Manohar Gajanan Joshi (born 2 December 1937) is a former Chief Minister of Maharashtra and a prominent politician from the state of Maharashtra. He was the Chief Minister of Maharashtra from 1995 to 1999. He was Speaker of the Lok Sabha from 2002 to 2004. He is one of the prominent leaders of the Shiv Sena. He is also second Indian to be elected to all the four legislatures.

Background and family[edit]

Joshi was born in a Marathi-speaking Brahmin family hailing from Raigad district in Maharashtra, India.[1] His forefathers migrated from Beed district to Nandvi village of Raigad district. He married on 14 May 1964 to Anagha Joshi, and has a son, Unmesh, and two daughters, Asmita and Namrata. Girish Vyas is his son-in-law. The case of Sundew Apartments led to the resignation of Joshi and a subsequent favourable judgment by The Supreme Court of India for petitioner Vijay Kumbhar. The building is now being used for a school.[2]

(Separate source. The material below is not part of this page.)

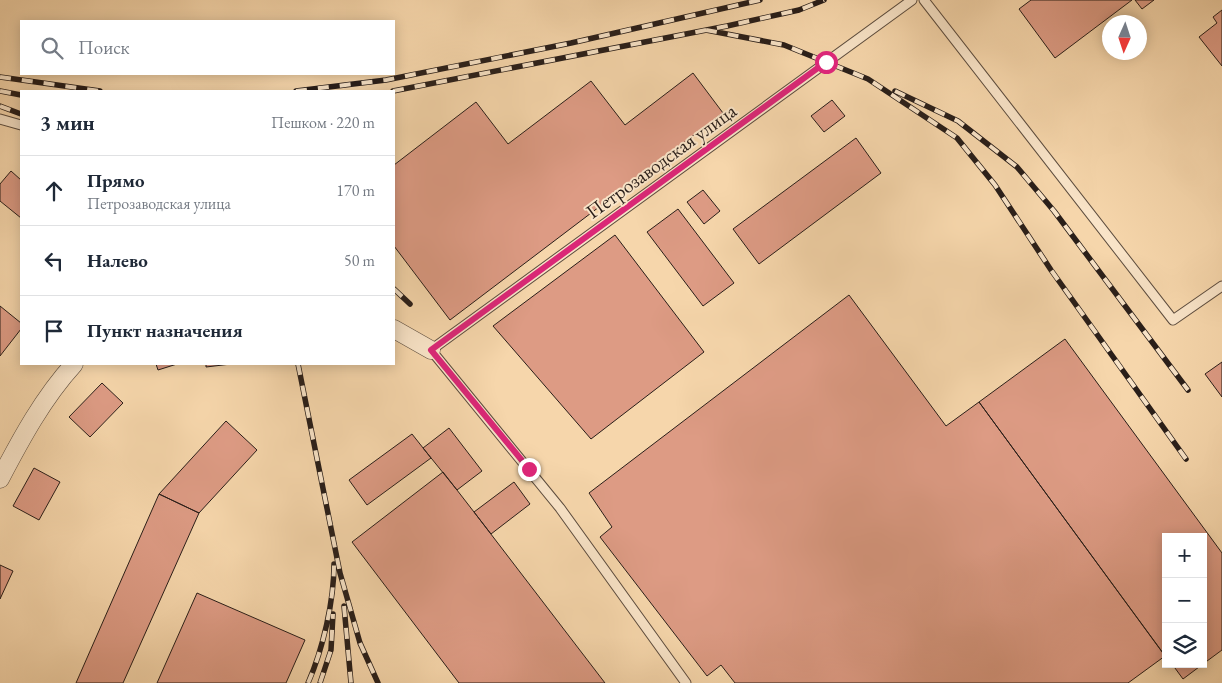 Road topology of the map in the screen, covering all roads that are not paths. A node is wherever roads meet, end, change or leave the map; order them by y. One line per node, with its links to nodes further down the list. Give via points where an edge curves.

Formation of Kohinoor[edit]

After MA in law he joined in Brihanmumbai Municipal Corporation (BMC) as an officer, but later started the Kohinoor technical/vocational training institute with the idea of an institute for semi–skilled youths to offer training as electrician, plumber, TV/radio/scooter repairman, photography. Eventually, he started multiple branches of Kohinoor in Mumbai, Pune, Nagpur, Nashik, etc., and later he made an entry in construction and other capital-oriented business.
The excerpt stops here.